▸ **Work order**
Using the listing below, set down each line from the line containing "thumb tip: (84, 275)" through the line containing "pinky tip: (234, 149)", both ends included, exactly and with nothing added.

----

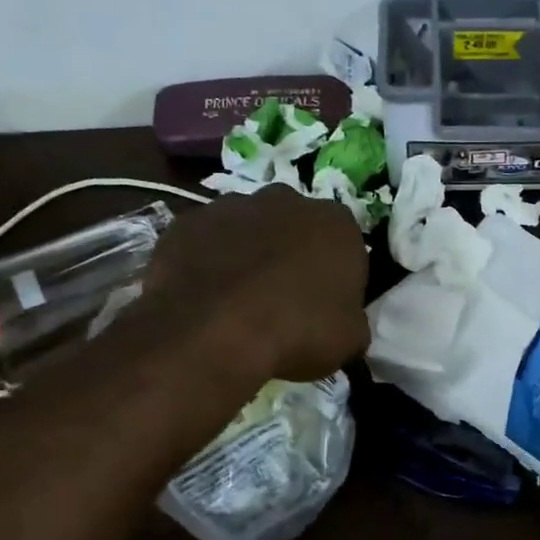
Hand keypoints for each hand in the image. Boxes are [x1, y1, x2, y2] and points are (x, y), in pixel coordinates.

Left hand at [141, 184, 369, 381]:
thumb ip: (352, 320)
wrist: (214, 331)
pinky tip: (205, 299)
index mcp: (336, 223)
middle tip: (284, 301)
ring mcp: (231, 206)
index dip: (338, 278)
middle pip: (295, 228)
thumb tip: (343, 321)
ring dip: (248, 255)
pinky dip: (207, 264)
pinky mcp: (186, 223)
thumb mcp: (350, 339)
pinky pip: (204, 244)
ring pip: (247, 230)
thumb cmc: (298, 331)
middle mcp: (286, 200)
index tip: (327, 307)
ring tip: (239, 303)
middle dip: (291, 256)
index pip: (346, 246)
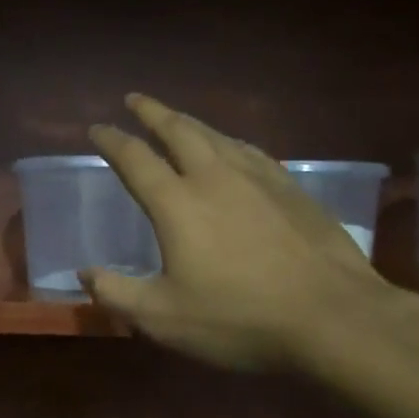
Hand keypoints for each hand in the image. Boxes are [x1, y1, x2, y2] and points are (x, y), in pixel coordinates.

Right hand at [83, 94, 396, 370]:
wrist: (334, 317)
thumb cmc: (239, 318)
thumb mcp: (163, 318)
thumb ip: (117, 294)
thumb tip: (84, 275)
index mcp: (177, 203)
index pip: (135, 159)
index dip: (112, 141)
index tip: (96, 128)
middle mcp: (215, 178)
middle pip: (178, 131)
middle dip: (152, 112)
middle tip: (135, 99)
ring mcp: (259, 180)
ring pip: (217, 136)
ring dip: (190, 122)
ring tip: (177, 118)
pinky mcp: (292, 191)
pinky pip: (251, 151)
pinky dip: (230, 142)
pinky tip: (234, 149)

----

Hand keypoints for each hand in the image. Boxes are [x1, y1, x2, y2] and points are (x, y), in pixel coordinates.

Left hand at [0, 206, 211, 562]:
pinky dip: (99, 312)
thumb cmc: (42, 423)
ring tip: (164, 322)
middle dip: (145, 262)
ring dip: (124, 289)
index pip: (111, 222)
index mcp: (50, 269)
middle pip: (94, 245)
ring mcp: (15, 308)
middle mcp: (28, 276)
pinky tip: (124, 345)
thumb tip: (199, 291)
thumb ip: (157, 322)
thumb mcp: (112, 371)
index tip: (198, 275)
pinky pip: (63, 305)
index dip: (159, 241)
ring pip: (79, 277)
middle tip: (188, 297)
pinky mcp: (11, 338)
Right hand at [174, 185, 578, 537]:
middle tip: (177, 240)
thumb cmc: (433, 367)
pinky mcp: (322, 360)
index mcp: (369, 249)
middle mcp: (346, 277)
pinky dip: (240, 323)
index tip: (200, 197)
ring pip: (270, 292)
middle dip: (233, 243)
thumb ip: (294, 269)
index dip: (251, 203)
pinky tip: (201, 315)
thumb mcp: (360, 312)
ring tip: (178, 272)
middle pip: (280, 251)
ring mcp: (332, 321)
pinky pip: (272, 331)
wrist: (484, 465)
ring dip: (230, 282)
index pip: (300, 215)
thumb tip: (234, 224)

----

▸ **Solution for this exercise**
thumb tip: (84, 275)
index mcp: (177, 203)
index pip: (135, 159)
index dip: (112, 141)
index tip: (96, 128)
middle mcp: (215, 178)
middle pip: (178, 131)
middle dip: (152, 112)
middle tip: (135, 99)
ring mcp: (259, 180)
ring pip: (217, 136)
ring dip: (190, 122)
ring tip: (177, 118)
pinky mcp: (292, 191)
pinky pip: (251, 151)
pinky dip: (230, 142)
pinky tip: (234, 149)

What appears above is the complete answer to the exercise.